At first glance, Alsander was nothing but a simple traveler. His black shirt and gray wool pants weren't particularly well made, and the elbows of the shirt were starting to become a bit threadbare. His horse wasn't anything magnificent, if anything it was a bit skinny and old. His cloak was well made, however, the wool thick and dark gray. It was one of the nicer things he owned, a present from his 'employer' for a job well done. His boots had once been fine black leather, to the middle of his calf. The strings were starting to fray and he had recently patched the sole of the left shoe.

He was a fairly slender man, and that was not hidden by the cloak draped over his shoulders.

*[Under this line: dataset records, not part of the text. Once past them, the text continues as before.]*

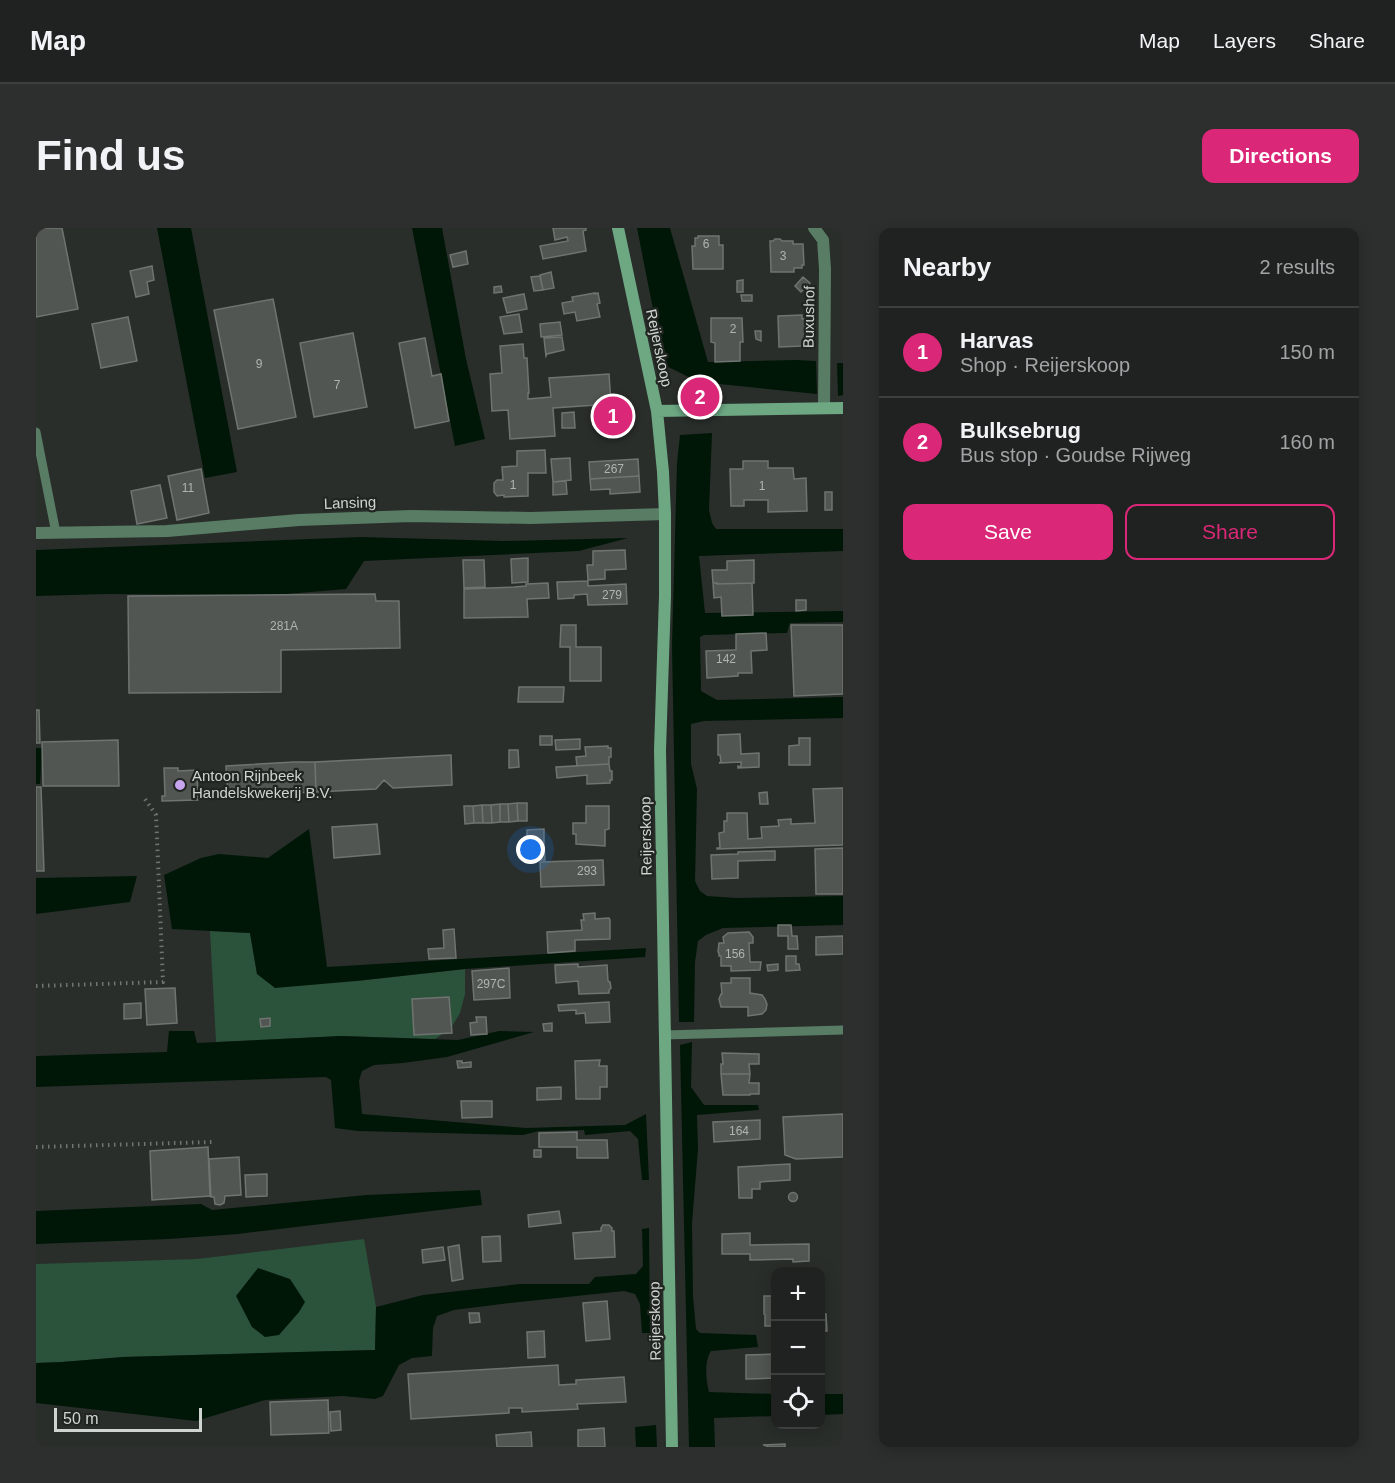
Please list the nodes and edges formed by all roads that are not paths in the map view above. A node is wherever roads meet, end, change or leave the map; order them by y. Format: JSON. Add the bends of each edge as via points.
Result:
{"nodes":[{"id":1,"x":618,"y":228,"type":"edge"},
{"id":2,"x":814,"y":228,"type":"edge"},
{"id":3,"x":824,"y":402,"type":"junction"},
{"id":4,"x":843,"y":408,"type":"edge"},
{"id":5,"x":657,"y":411,"type":"junction"},
{"id":6,"x":36,"y":432,"type":"edge"},
{"id":7,"x":665,"y":514,"type":"junction"},
{"id":8,"x":36,"y":533,"type":"edge"},
{"id":9,"x":56,"y":533,"type":"junction"},
{"id":10,"x":843,"y":1030,"type":"edge"},
{"id":11,"x":670,"y":1035,"type":"junction"},
{"id":12,"x":672,"y":1447,"type":"edge"}],
"edges":[{"from":1,"to":5,"type":"street","name":"Reijerskoop"},
{"from":2,"to":3,"type":"street","name":"Buxushof","via":[[823,240],[825,269]]},
{"from":3,"to":4,"type":"street"},
{"from":3,"to":5,"type":"street"},
{"from":5,"to":7,"type":"street","name":"Reijerskoop"},
{"from":6,"to":9,"type":"lane"},
{"from":7,"to":9,"type":"street","name":"Lansing","via":[[411,516],[167,531]]},
{"from":7,"to":11,"type":"street","name":"Reijerskoop","via":[[660,739]]},
{"from":8,"to":9,"type":"street","name":"Lansing"},
{"from":10,"to":11,"type":"lane"},
{"from":11,"to":12,"type":"street","name":"Reijerskoop"}]}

His shoulders were square and he stood straight as he walked along the dirt road, the lead to his horse in one hand. The only skin exposed was on his hands and face. He was fairly pale; he didn't get to experience the sun but a couple times a year, if he was lucky. His hair was black and pitch, and shorn a few inches long. It laid at odd angles, and it was clear he had a cowlick on the back of his head, where his hair was particularly wild.

The only thing particularly interesting about Alsander was the thick black cloth wrapped around his eyes and tied behind his head. His brows and the tops of his cheekbones were obscured by the dark cloth. Despite this, he walked in a straight line and managed to side step a puddle of mud that the sun had yet to dry out.

His eyes were closed beneath the cloth. He had not used them in years. But he saw everything; every lovely bird, every green leaf, every beggar in the market, every couple fighting in their home, every bit of humanity, whether he wanted to or not. Currently he had a busy image in his head. Far ahead, in the small town, he saw down into the market, which was bustling with people. A woman was selling cheese. A man was selling eggs and a few old hens. A child begged his mother to buy him something at a booth. Alsander saw all of it, but his eye kept moving, searching for something in particular. There was a woman in that town, somewhere. He would find her before he got to town. He would buy fresh food and rest his horse for a few hours. And then he would find the woman, and take her from her home forever.

Alsander had the lovely job of apprehending specially gifted people. He didn't get paid to do it. He got to live if he did it. This poor woman would suffer the same fate as the last woman he had taken, the woman who had clawed his arm. He couldn't remember that woman's name. He didn't make it his job to know the people he took. But he remembered the woman's face, still and cold, staring off into nothing. She had lasted three weeks before dying.

Would this new target last any longer?